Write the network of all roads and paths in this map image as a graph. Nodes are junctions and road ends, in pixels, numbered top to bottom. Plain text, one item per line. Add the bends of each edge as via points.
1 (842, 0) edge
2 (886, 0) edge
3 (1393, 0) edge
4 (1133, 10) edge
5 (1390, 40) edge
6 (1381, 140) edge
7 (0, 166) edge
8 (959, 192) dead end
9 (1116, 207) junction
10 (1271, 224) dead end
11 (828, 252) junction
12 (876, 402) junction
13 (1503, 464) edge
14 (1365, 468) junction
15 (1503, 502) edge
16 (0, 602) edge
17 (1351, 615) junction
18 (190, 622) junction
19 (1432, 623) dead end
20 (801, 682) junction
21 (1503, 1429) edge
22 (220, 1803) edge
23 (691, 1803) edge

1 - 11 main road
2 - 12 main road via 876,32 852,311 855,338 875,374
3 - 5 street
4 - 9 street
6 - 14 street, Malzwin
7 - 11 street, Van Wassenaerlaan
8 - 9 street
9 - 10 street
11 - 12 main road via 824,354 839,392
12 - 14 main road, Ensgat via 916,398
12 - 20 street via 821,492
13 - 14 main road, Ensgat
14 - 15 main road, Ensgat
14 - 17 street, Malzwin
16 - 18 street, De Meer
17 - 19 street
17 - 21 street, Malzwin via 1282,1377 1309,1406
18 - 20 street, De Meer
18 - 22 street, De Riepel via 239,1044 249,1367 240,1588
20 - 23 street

_ _ _

TASK GOAL. Repeat the listing above in full, word for word.

ANSWER BOX.
Write the network of all roads and paths in this map image as a graph. Nodes are junctions and road ends, in pixels, numbered top to bottom. Plain text, one item per line. Add the bends of each edge as via points.
1 (842, 0) edge
2 (886, 0) edge
3 (1393, 0) edge
4 (1133, 10) edge
5 (1390, 40) edge
6 (1381, 140) edge
7 (0, 166) edge
8 (959, 192) dead end
9 (1116, 207) junction
10 (1271, 224) dead end
11 (828, 252) junction
12 (876, 402) junction
13 (1503, 464) edge
14 (1365, 468) junction
15 (1503, 502) edge
16 (0, 602) edge
17 (1351, 615) junction
18 (190, 622) junction
19 (1432, 623) dead end
20 (801, 682) junction
21 (1503, 1429) edge
22 (220, 1803) edge
23 (691, 1803) edge

1 - 11 main road
2 - 12 main road via 876,32 852,311 855,338 875,374
3 - 5 street
4 - 9 street
6 - 14 street, Malzwin
7 - 11 street, Van Wassenaerlaan
8 - 9 street
9 - 10 street
11 - 12 main road via 824,354 839,392
12 - 14 main road, Ensgat via 916,398
12 - 20 street via 821,492
13 - 14 main road, Ensgat
14 - 15 main road, Ensgat
14 - 17 street, Malzwin
16 - 18 street, De Meer
17 - 19 street
17 - 21 street, Malzwin via 1282,1377 1309,1406
18 - 20 street, De Meer
18 - 22 street, De Riepel via 239,1044 249,1367 240,1588
20 - 23 street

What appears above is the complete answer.